Approximately 1,100 airmen lined up, shoulder to shoulder, along the main road of the 144th Fighter Wing to commemorate the 9/11 event at 9 a.m. today.
"It was moving to have almost all the base personnel saluting the flag as it travelled down the road," said Chaplain (Capt.) Donny Crandell. "It is a reminder that we need to defend freedom. We cannot let our guard down for one day."
The opening of the ceremony included the National Anthem. During the start of the song, rain came down from the sky.
"I thought the ceremony was very beautiful," said Senior Airman Leticia Holguin, 144th Security Forces Squadron. "When it started to rain, it was like God shed a tear for the fallen."

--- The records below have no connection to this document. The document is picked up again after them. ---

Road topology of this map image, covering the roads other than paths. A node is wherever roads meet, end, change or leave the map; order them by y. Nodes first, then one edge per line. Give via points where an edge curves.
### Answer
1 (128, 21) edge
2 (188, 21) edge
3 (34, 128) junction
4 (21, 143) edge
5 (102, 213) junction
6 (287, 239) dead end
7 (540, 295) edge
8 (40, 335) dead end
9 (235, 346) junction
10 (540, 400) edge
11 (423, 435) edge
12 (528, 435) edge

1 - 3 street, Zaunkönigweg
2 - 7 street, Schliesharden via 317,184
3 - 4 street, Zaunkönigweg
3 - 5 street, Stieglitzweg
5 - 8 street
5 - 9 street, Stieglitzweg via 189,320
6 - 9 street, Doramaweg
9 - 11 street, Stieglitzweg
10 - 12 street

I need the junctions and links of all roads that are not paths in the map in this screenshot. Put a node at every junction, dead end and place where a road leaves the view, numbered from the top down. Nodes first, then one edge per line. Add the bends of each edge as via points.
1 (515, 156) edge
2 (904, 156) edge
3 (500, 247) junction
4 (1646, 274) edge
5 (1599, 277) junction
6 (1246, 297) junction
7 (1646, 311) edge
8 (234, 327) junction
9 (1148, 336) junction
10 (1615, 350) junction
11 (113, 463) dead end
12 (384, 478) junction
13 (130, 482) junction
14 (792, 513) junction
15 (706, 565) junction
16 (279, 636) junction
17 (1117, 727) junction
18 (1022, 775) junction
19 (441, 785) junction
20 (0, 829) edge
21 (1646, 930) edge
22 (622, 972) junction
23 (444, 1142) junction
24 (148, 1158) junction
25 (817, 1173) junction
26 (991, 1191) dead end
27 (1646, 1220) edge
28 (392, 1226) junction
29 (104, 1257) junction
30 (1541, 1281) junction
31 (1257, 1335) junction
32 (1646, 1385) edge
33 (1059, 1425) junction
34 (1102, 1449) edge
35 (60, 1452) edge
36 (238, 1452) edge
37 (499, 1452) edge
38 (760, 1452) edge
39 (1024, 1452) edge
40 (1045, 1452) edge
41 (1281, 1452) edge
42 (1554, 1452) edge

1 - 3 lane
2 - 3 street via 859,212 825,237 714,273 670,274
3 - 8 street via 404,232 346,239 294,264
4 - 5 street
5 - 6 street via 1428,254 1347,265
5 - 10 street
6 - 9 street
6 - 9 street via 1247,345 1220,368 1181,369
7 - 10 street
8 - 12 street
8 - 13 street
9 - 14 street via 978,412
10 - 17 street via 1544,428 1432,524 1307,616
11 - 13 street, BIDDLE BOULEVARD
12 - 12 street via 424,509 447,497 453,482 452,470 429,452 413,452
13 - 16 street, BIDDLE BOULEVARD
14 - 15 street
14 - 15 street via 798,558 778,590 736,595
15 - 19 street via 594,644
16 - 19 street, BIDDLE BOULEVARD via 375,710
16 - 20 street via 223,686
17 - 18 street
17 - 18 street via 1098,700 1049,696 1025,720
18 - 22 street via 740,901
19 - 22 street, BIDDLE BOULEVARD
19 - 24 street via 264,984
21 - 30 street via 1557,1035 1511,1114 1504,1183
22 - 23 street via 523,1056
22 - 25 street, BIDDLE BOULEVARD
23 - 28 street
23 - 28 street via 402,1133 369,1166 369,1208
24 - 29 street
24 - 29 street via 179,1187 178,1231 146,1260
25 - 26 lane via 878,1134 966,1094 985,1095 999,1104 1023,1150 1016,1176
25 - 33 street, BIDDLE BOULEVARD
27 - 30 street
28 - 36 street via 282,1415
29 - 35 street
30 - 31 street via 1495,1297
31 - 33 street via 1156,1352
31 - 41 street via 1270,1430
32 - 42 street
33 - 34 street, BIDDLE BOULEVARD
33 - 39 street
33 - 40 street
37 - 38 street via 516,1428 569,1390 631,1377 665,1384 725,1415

The ending of the ceremony had a moment of silence to remember the victims of the attacks.
"We all remember where we were on 9/11," Chaplain Crandell said. "I was in my living room getting ready to go teach at school that day. It made me more aware that an enemy is out there."
The ceremony struck a chord with many members of the fighter wing.
"I was getting ready for school that morning," Airman Holguin said. "My sister called me to her room to show me the TV. I did not want to believe it. It was like a movie preview. When I got to class, everyone was talking about it. It really happened. It is the kind of thing that opened my eyes to the world. I felt so bad for them."
The ceremony was dedicated to the victims of 9/11 as well as the wars fought following the event.
"It is not just about 9/11, but the events and actions taken after the tragedy that have led to where we are at today," Col. Said said.